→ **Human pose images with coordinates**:

^^^^

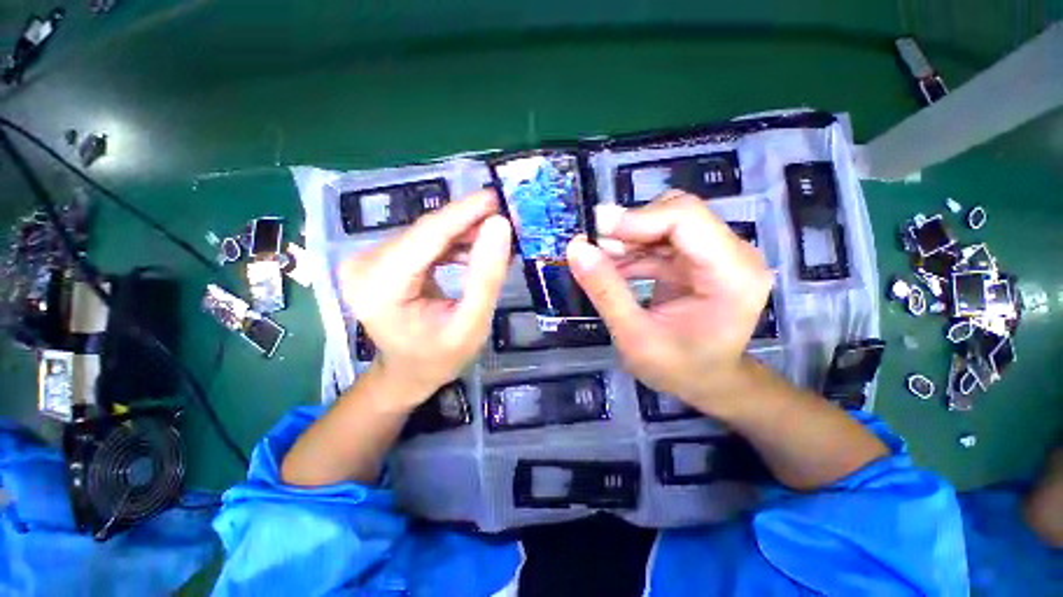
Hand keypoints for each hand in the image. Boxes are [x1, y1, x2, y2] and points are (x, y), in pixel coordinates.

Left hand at [339, 190, 511, 405]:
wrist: (409, 371)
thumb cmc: (440, 356)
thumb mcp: (472, 323)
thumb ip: (486, 277)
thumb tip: (499, 226)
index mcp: (380, 288)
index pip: (427, 236)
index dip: (464, 213)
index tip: (496, 197)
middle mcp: (364, 266)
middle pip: (426, 232)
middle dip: (468, 223)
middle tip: (505, 219)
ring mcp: (368, 260)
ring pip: (426, 233)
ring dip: (463, 233)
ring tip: (495, 241)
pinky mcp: (380, 259)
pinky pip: (423, 241)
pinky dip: (452, 243)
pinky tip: (474, 251)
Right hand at [566, 191, 772, 416]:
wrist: (708, 383)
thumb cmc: (678, 369)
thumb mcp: (633, 336)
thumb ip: (605, 290)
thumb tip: (576, 247)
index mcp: (732, 274)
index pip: (686, 218)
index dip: (637, 218)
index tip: (595, 232)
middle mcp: (734, 254)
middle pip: (677, 214)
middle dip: (630, 228)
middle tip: (594, 249)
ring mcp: (719, 254)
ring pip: (666, 222)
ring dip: (629, 239)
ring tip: (600, 262)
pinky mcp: (701, 259)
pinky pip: (663, 240)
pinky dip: (634, 250)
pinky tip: (614, 269)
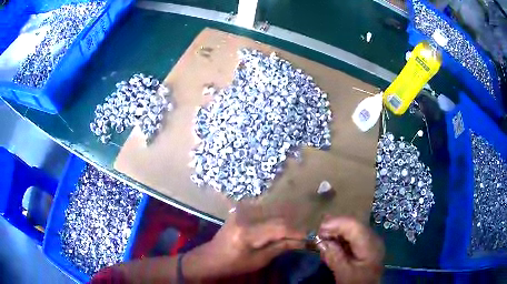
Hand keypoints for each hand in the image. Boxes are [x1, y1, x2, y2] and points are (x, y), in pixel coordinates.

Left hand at [183, 214, 304, 279]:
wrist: (210, 258)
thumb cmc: (233, 264)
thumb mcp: (258, 261)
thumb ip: (280, 248)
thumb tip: (301, 241)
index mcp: (247, 232)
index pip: (279, 227)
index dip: (297, 231)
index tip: (310, 237)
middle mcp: (244, 217)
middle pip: (277, 218)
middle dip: (293, 227)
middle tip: (305, 235)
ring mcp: (241, 212)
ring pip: (272, 213)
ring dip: (285, 223)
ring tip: (295, 233)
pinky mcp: (240, 211)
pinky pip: (263, 213)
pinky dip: (274, 220)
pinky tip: (281, 228)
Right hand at [317, 216, 383, 283]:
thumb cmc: (356, 283)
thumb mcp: (344, 274)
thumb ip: (334, 257)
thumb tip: (321, 241)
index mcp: (370, 245)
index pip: (354, 226)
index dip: (336, 224)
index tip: (319, 230)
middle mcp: (373, 238)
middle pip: (354, 225)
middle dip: (335, 226)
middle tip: (317, 233)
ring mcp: (370, 241)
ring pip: (352, 229)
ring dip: (336, 232)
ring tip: (322, 238)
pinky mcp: (366, 245)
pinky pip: (352, 236)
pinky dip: (340, 238)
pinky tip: (331, 243)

^^^^

→ **EXERCISE DESCRIPTION**: From the entries above, return exactly the line containing "ring pip: (272, 213)", the line containing "ring dip: (336, 232)", and all lines between, and nothing else.

→ **WRITTEN SOLUTION**:
ring pip: (272, 213)
ring dip: (285, 223)
ring tip: (295, 233)
pinky mcp: (240, 211)
pinky pip: (263, 213)
pinky dip: (274, 220)
pinky tip: (281, 228)
Right hand at [317, 216, 383, 283]:
thumb cmc: (356, 283)
thumb mcp: (344, 274)
thumb ip: (334, 257)
thumb tip: (321, 241)
index mcp: (370, 245)
index pip: (354, 226)
index dip: (336, 224)
index tip: (319, 230)
middle mcp: (373, 238)
middle pip: (354, 225)
middle dip: (335, 226)
middle tip: (317, 233)
ring mcp: (370, 241)
ring pip: (352, 229)
ring dip: (336, 232)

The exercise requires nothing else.